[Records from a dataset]
********
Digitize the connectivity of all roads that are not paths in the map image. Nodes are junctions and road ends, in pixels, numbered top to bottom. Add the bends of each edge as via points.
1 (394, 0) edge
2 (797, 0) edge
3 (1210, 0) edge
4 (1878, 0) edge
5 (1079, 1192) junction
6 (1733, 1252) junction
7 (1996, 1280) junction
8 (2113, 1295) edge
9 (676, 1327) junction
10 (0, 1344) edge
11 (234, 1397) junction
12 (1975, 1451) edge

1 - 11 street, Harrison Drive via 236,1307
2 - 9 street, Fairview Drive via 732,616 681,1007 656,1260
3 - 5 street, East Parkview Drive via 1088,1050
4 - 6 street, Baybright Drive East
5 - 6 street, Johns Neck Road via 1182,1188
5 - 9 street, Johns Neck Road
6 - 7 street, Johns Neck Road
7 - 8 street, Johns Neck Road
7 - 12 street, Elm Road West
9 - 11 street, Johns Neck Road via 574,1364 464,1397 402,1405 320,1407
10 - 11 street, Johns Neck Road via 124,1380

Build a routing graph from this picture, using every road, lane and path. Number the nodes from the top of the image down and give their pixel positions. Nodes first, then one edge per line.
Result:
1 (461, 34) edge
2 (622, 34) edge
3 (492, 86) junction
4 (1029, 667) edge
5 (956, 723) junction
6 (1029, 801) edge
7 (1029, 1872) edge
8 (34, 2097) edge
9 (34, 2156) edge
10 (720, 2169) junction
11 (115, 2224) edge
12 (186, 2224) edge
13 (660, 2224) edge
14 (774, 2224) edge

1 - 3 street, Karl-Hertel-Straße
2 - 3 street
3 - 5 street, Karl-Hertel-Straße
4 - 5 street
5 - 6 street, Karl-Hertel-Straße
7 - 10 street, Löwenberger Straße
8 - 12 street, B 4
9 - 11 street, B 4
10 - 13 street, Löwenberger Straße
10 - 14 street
********
- What this task involves:
Without leaving anything out, give the entries again exactly.

- Answer for this exercise:
Digitize the connectivity of all roads that are not paths in the map image. Nodes are junctions and road ends, in pixels, numbered top to bottom. Add the bends of each edge as via points.
1 (394, 0) edge
2 (797, 0) edge
3 (1210, 0) edge
4 (1878, 0) edge
5 (1079, 1192) junction
6 (1733, 1252) junction
7 (1996, 1280) junction
8 (2113, 1295) edge
9 (676, 1327) junction
10 (0, 1344) edge
11 (234, 1397) junction
12 (1975, 1451) edge

1 - 11 street, Harrison Drive via 236,1307
2 - 9 street, Fairview Drive via 732,616 681,1007 656,1260
3 - 5 street, East Parkview Drive via 1088,1050
4 - 6 street, Baybright Drive East
5 - 6 street, Johns Neck Road via 1182,1188
5 - 9 street, Johns Neck Road
6 - 7 street, Johns Neck Road
7 - 8 street, Johns Neck Road
7 - 12 street, Elm Road West
9 - 11 street, Johns Neck Road via 574,1364 464,1397 402,1405 320,1407
10 - 11 street, Johns Neck Road via 124,1380

Build a routing graph from this picture, using every road, lane and path. Number the nodes from the top of the image down and give their pixel positions. Nodes first, then one edge per line.
Result:
1 (461, 34) edge
2 (622, 34) edge
3 (492, 86) junction
4 (1029, 667) edge
5 (956, 723) junction
6 (1029, 801) edge
7 (1029, 1872) edge
8 (34, 2097) edge
9 (34, 2156) edge
10 (720, 2169) junction
11 (115, 2224) edge
12 (186, 2224) edge
13 (660, 2224) edge
14 (774, 2224) edge

1 - 3 street, Karl-Hertel-Straße
2 - 3 street
3 - 5 street, Karl-Hertel-Straße
4 - 5 street
5 - 6 street, Karl-Hertel-Straße
7 - 10 street, Löwenberger Straße
8 - 12 street, B 4
9 - 11 street, B 4
10 - 13 street, Löwenberger Straße
10 - 14 street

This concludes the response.